El mes anterior el tío Sandor, que tenía ochenta y cuatro años, había ido a vivir a una residencia de ancianos. Dejó su coche a su única hermana viva, la abuela Mazur. La abuela Mazur no sabía conducir, y a mis padres y al resto del mundo libre no les apetecía que aprendiera ahora.

Aunque odiaba mirarle los dientes a caballo regalado, la verdad es que no quería el coche del tío Sandor. Era un Buick de 1953, azul pálido de brillante capota blanca, neumáticos de cara blanca de diámetro lo suficiente grande para que pareciesen de un tractor y brillantes tapacubos de cromo.

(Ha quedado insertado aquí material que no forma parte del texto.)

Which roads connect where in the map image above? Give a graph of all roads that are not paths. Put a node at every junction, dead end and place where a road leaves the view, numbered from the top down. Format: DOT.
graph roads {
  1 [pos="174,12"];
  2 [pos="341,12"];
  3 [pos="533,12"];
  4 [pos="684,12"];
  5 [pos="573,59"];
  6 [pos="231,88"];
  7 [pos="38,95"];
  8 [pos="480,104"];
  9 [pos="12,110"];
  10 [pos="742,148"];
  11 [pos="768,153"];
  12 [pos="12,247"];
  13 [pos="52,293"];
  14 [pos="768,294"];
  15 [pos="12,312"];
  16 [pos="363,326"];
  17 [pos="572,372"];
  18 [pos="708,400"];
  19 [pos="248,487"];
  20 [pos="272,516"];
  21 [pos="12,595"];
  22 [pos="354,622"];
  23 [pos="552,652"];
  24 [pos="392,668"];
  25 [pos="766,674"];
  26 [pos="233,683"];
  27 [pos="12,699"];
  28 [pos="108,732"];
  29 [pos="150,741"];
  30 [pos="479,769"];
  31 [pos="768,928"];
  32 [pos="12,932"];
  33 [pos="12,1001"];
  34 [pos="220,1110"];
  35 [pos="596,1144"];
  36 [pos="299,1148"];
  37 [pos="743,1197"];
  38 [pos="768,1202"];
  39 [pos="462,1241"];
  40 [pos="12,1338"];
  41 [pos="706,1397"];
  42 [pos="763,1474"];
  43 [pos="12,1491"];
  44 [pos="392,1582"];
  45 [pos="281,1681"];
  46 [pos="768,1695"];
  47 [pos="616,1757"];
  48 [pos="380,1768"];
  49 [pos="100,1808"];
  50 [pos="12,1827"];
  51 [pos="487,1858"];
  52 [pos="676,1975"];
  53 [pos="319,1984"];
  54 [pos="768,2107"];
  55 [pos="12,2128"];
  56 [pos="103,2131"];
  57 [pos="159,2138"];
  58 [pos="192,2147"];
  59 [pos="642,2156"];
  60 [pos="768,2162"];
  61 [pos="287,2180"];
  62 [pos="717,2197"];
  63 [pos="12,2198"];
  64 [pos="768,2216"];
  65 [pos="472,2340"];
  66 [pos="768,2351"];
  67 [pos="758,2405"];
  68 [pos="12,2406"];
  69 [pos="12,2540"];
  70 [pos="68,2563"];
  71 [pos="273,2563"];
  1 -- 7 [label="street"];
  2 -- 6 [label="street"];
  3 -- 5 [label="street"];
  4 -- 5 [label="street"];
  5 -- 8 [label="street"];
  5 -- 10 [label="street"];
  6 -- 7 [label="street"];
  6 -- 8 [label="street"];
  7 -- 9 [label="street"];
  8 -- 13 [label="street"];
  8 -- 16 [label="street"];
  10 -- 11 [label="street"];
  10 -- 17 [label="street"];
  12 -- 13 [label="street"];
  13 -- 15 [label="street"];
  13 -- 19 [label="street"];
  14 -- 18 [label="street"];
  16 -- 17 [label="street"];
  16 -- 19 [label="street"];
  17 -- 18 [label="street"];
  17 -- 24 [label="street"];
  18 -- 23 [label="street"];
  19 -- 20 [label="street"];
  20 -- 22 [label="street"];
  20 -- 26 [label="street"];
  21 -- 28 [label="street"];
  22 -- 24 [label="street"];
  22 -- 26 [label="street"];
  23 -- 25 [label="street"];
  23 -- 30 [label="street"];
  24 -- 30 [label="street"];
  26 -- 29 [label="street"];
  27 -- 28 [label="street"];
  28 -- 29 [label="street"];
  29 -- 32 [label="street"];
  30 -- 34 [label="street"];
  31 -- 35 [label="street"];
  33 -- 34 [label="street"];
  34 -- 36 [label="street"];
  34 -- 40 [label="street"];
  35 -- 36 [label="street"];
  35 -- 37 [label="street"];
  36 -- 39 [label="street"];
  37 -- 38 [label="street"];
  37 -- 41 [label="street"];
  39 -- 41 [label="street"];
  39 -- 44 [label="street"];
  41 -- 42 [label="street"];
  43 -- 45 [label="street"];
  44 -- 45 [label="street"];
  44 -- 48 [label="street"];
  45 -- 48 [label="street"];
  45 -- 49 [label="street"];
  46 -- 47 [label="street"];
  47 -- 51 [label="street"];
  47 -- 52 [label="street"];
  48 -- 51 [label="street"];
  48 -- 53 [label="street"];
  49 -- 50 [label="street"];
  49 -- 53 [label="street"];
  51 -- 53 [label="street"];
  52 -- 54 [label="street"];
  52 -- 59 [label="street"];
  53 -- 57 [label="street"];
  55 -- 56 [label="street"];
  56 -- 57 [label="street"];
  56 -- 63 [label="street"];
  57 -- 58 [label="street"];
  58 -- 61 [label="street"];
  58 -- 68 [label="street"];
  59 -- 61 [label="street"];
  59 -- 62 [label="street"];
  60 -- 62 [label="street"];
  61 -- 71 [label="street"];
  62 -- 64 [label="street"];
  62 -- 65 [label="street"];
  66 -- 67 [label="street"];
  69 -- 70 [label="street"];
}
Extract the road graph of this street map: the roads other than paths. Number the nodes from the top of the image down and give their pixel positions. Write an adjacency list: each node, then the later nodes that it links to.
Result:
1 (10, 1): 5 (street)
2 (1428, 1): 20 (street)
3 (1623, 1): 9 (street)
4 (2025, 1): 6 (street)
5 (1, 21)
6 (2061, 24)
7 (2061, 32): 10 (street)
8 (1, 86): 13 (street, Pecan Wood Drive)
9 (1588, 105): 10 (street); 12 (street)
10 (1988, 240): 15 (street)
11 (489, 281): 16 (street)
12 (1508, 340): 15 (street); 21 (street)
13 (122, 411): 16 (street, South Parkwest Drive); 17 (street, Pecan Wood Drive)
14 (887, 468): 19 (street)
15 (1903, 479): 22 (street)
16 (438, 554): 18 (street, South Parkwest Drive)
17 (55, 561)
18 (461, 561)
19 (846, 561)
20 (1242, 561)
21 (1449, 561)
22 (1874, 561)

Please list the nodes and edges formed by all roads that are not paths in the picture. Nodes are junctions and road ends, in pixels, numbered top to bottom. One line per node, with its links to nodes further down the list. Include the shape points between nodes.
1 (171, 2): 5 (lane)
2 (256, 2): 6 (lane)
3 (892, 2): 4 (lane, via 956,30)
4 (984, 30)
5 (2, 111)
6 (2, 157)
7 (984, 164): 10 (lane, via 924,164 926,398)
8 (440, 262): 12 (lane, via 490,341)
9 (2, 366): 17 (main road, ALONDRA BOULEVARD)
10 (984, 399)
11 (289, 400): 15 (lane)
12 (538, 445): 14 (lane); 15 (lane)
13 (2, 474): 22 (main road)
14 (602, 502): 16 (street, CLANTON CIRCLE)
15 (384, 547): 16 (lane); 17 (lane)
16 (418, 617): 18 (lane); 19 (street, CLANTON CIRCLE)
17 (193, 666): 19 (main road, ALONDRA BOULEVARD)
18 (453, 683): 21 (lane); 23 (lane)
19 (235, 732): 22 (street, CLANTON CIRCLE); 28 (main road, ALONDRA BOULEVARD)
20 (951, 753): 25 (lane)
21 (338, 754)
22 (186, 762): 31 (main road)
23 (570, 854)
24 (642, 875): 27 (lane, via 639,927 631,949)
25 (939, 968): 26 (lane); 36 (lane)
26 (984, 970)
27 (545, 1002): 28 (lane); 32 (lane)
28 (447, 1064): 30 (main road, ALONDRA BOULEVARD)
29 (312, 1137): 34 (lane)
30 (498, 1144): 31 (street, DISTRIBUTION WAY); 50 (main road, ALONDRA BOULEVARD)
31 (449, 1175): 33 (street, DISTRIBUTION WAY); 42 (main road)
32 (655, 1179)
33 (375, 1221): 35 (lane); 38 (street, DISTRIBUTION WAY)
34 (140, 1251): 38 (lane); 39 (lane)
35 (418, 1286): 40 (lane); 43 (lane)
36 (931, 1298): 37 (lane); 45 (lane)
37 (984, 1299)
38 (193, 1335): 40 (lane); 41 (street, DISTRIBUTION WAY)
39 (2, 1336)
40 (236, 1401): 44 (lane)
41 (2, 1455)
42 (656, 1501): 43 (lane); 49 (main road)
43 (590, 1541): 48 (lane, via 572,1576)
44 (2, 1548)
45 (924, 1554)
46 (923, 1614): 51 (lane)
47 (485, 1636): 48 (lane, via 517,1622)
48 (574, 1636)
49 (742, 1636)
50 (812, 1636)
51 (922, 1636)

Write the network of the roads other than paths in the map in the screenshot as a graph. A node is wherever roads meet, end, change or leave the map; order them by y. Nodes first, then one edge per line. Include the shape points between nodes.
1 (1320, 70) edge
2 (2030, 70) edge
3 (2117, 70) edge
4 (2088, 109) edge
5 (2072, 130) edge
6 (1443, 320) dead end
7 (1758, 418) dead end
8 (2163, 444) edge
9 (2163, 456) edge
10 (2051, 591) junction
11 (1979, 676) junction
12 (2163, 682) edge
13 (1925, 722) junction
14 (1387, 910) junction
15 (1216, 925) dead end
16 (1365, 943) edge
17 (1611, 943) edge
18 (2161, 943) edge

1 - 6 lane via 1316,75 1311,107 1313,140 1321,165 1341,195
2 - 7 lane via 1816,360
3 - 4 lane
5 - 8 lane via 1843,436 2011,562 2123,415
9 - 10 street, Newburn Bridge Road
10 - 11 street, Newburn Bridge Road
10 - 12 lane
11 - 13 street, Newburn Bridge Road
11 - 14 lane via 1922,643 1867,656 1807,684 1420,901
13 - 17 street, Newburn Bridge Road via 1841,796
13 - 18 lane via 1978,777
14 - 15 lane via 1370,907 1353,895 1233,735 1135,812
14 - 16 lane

Tenía el mismo tamaño y la misma forma que una ballena, con suerte consumía cinco litros cada diez kilómetros.

– Gracias por ofrecérmelo -dije- pero es el coche de la abuela Mazur.

– La abuela Mazur quiere que lo cojas. Tu padre va para allá con él. Conduce con cuidado.

Maldita sea. Rehusé su invitación a cenar y colgué el auricular. Miré a Rex para asegurarme de que no estuviese padeciendo una reacción retardada a la angustia que había sufrido la noche anterior. Parecía animado, de modo que le di un poco de brécol y una avellana, cogí mi cazadora y mi bolso y cerré con llave al salir. Bajé lentamente y me quedé fuera, esperando a que llegara mi padre.

Hasta el aparcamiento llegó el lejano sonido de un gigantesco motor chupando gasolina con arrogancia; me estremecí y supliqué que no fuese el Buick.

Cuando un monstruoso coche de morro bulboso dobló en la esquina, sentí que mi corazón latía al compás de los martilleantes pistones. Era el Buick, sí señor, en toda su gloria y sin una mancha de óxido. El tío Sandor lo compró nuevo en 1953 y lo conservó en perfectas condiciones, como para exhibirlo.